Aim of the task » A verbatim transcript of the data below is required, images omitted.

◇ ◇ ◇ ◇ ◇

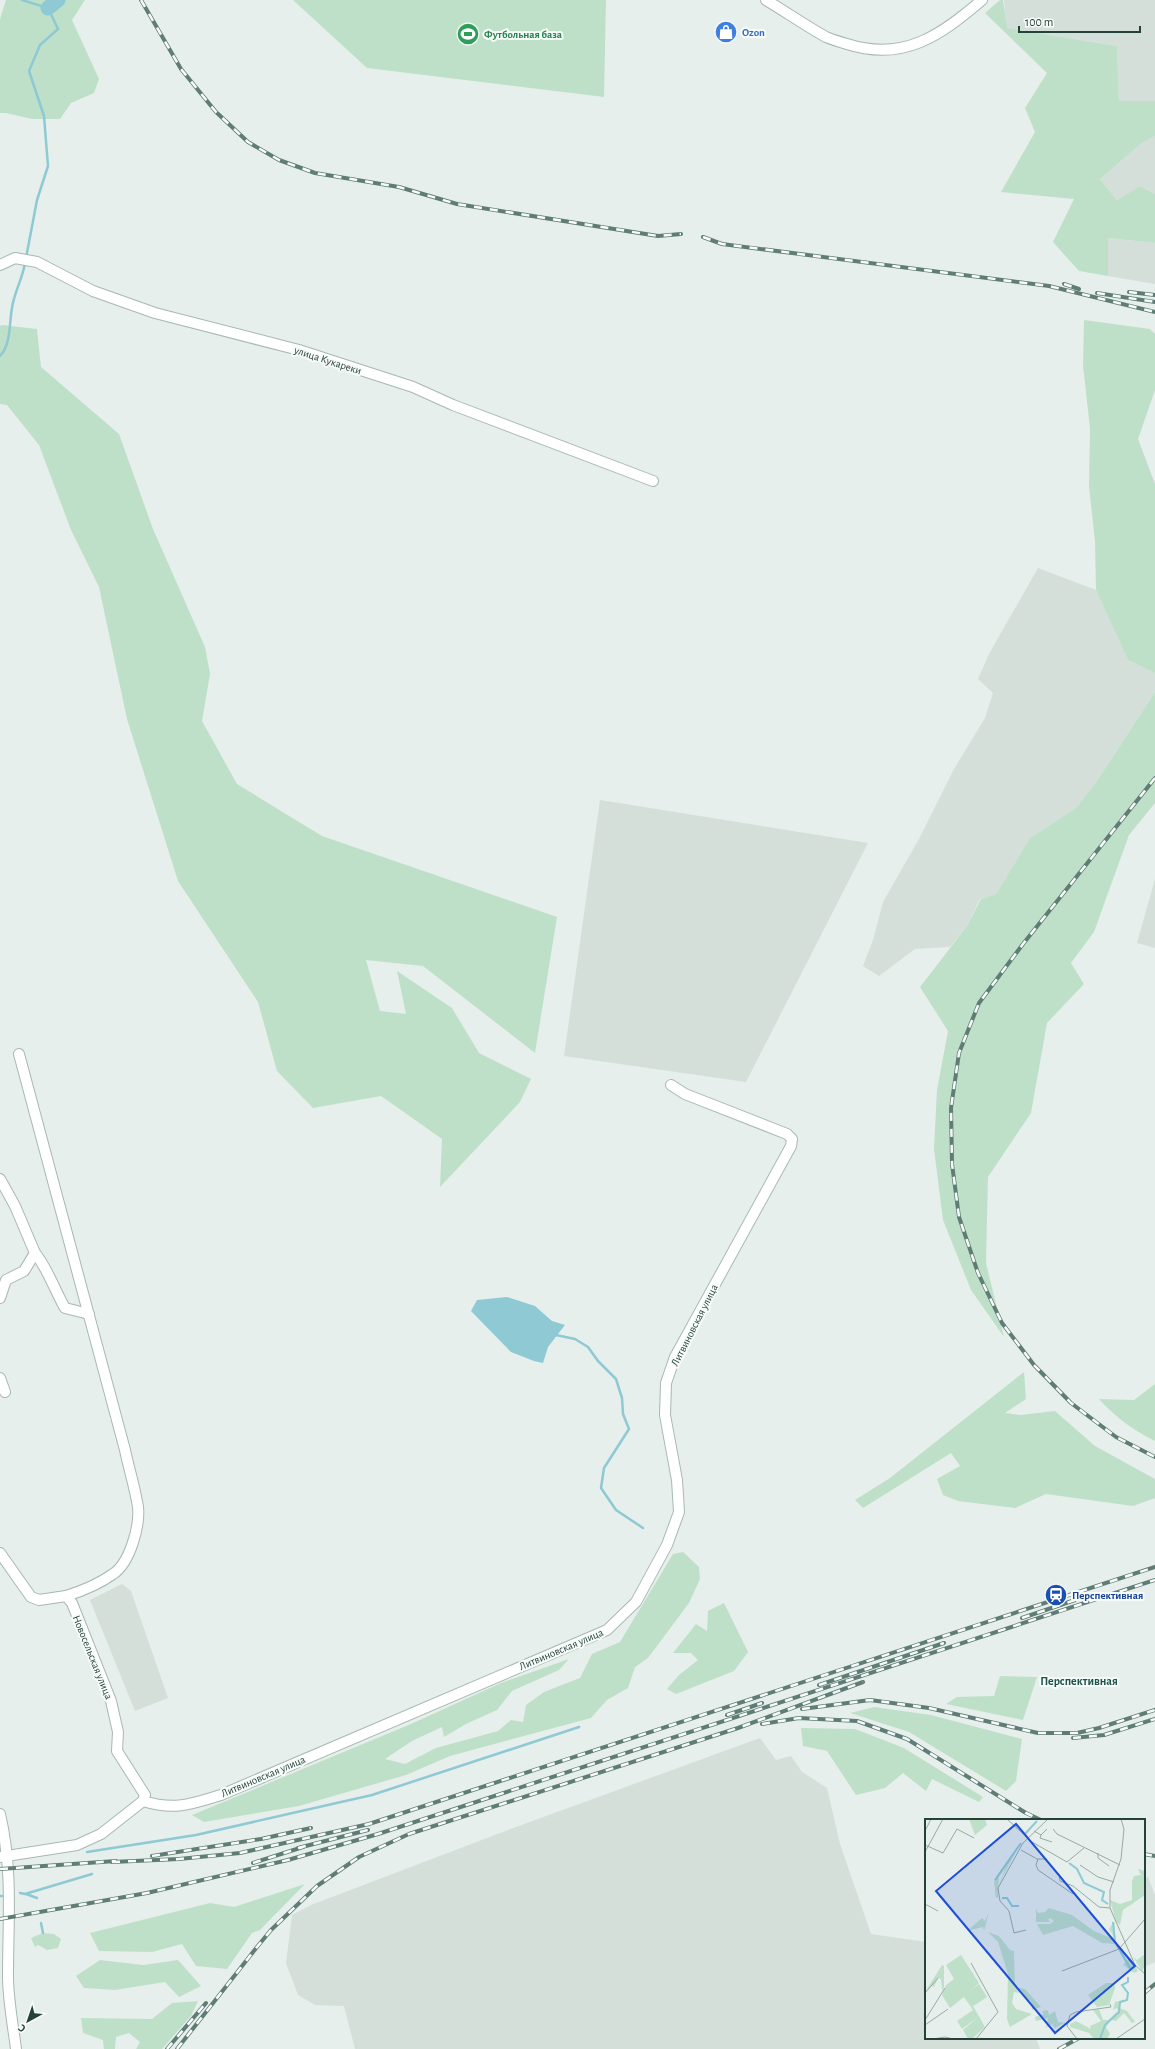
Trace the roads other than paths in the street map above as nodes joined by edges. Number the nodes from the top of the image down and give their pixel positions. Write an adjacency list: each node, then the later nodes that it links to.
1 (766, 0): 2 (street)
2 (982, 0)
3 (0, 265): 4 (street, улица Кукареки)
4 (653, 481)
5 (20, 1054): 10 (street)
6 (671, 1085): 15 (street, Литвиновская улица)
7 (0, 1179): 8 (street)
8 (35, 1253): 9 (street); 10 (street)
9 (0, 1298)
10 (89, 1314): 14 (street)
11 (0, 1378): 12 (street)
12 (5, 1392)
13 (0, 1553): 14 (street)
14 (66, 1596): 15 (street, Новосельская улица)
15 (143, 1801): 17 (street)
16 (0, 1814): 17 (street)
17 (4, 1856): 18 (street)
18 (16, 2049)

◇ ◇ ◇ ◇ ◇

Your response »
Trace the roads other than paths in the street map above as nodes joined by edges. Number the nodes from the top of the image down and give their pixel positions. Write an adjacency list: each node, then the later nodes that it links to.
1 (766, 0): 2 (street)
2 (982, 0)
3 (0, 265): 4 (street, улица Кукареки)
4 (653, 481)
5 (20, 1054): 10 (street)
6 (671, 1085): 15 (street, Литвиновская улица)
7 (0, 1179): 8 (street)
8 (35, 1253): 9 (street); 10 (street)
9 (0, 1298)
10 (89, 1314): 14 (street)
11 (0, 1378): 12 (street)
12 (5, 1392)
13 (0, 1553): 14 (street)
14 (66, 1596): 15 (street, Новосельская улица)
15 (143, 1801): 17 (street)
16 (0, 1814): 17 (street)
17 (4, 1856): 18 (street)
18 (16, 2049)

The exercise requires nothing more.